Elle est d’abord profonde, naissant derrière le col de la mandibule, dans l’épaisseur de la parotide (la plus volumineuse des glandes salivaires). Elle lui donne un rameau, et juste après done l’artère transverse de la face qui irrigue une partie des muscles et de la peau des joues. Elle passe alors derrière l’articulation temporo-mandibulaire, croise l’arcade zygomatique (pont osseux entre l’os zygomatique en avant qui forme les pommettes et l’os temporal en arrière) et 3 à 5 cm au-dessus de celle-ci devient sous-cutanée. C’est à partir de ce niveau à mi-hauteur en avant de l’oreille qu’on peut percevoir son pouls. Son trajet est ascendant vers les tempes ou elle se divise en deux branches terminales : un rameau antérieur frontal qui participe à la vascularisation du front, des paupières et des arcades supraorbitaires et un rameau postérieur pariétal qui irrigue la peau du crâne en avant et sur les côtés. Elle communique avec de nombreuses autres artères de la face et du crâne, qui peuvent suppléer à son apport sanguin en cas de déficit et vice-versa. La partie opérable sur un plan purement esthétique ne doit concerner que la partie toute finale de son trajet ascendant (hors le cuir chevelu) et/ou ses branches terminales. Le trajet sous-jacent doit être toujours respecté.

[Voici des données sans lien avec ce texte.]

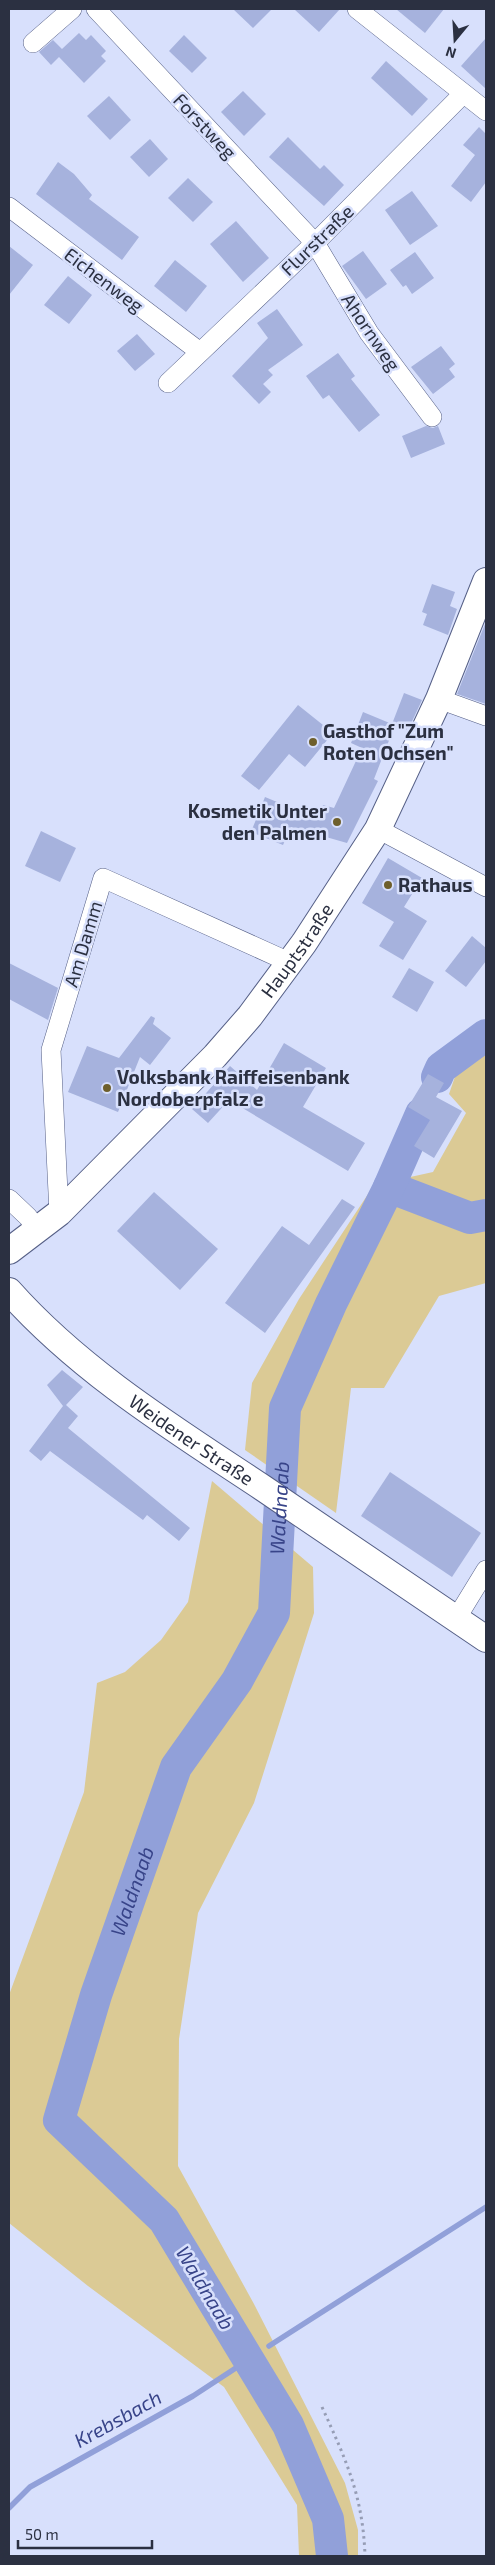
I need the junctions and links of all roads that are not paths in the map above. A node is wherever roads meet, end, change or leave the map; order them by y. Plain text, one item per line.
1 (72, 9) edge
2 (96, 9) edge
3 (356, 9) edge
4 (33, 43) dead end
5 (463, 94) junction
6 (486, 111) edge
7 (9, 207) edge
8 (315, 243) junction
9 (200, 352) junction
10 (168, 383) dead end
11 (432, 418) dead end
12 (486, 581) edge
13 (439, 699) junction
14 (486, 716) edge
15 (378, 829) junction
16 (486, 886) edge
17 (289, 962) junction
18 (9, 1199) edge
19 (60, 1213) junction
20 (38, 1230) junction
21 (9, 1251) edge
22 (9, 1291) edge
23 (486, 1570) edge
24 (456, 1619) junction
25 (486, 1639) edge

1 - 4 street
2 - 8 street, Forstweg
3 - 5 street
5 - 6 street
5 - 8 street, Flurstraße
7 - 9 street, Eichenweg
8 - 9 street, Flurstraße
8 - 11 street, Ahornweg
9 - 10 street, Flurstraße
12 - 13 street, Hauptstraße
13 - 14 street
13 - 15 street, Hauptstraße
15 - 16 street
15 - 17 street, Hauptstraße
17 - 19 street, Hauptstraße
17 - 19 street, Am Damm
18 - 20 street
19 - 20 street, Hauptstraße
20 - 21 street, Hauptstraße
22 - 24 street, Weidener Straße
23 - 24 street
24 - 25 street, Weidener Straße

Cas où cette artère peut être utilisée chirurgicalement
- 1. Cette artère peut être utilisée par les neurochirurgiens pour vasculariser le cerveau des personnes porteuses d’anévrysmes intracrâniens dits « géants ». On estime qu’environ 4% de la population générale est porteuse d’un anévrysme au niveau d’une artère cérébrale dont 10% à 15% (dilatation > 7mm) sont ou seront l’objet d’une rupture, entrainant un décès ou des séquelles neurologiques ou rien de grave dans 20% des cas. Le traitement préventif qui supprime ces anévrysmes ne réclame pas l’utilisation de l’ATS.
Les anévrysmes « géants » (largeur égale ou > à 25mm) ne représentent que 5% de tous les anévrysmes intracrâniens. Leur probabilité de rupture mortelle est élevée. L’opération préventive (à haut risque) consiste à exclure l’anévrysme ainsi que temporairement certaines artères qui irriguent le cerveau. L’ATS est alors utilisée ((pontage) pour assurer une suppléance qui maintient le cerveau irrigué. - 2. Cette artère peut également être utilisée par les plasticiens pour réparer des préjudices esthétiques sévères et/ou graves de la face (traumatismes majeurs, ablation large de tumeurs, brûlures étendues, déformations congénitales etc.). Dans ce cadre l’ATS permet d’irriguer certaines zones atteintes ou des lambeaux cutanés.
- 3. Le Moyamoya (« nuage de fumée » en japonais) est une maladie rare des vaisseaux cérébraux dû à un rétrécissement ou une occlusion lentement progressive de l'artère carotide au cou et de ses principales branches. Elle touche les enfants et les adultes jeunes (<40 ans). L’ATS dans ce cadre peut servir de pont entre la carotide saine (sous son obstacle) et les artères du cerveau.
Cas où cette artère est inflammatoire
La maladie de Horton est une inflammation de la paroi des artères de gros et moyen calibre, d’origine inconnue, qui touche en majorité les plus de 50 ans (70 ans en moyenne) et davantage les femmes que les hommes. L’ATS est indurée à la palpation Elle s’accompagne d’une grande variété possible de symptômes dont les plus fréquents sont des maux de tête localisés aux tempes, une grande fatigue, une perte de poids, de la fièvre, des sueurs nocturnes. Une douleur à la mastication, pas toujours présente, est caractéristique.
Sans traitement urgent cette maladie conduit à des complications graves : cécité, AVC, parfois décès. La corticothérapie au long cours (prednisone) la normalise très vite et protège les personnes atteintes de ses complications. Une biopsie prélevant trois centimètres de l’artère au niveau d’une tempe confirme le diagnostic en montrant l’existence dans la paroi artérielle (de cellules géantes caractéristiques.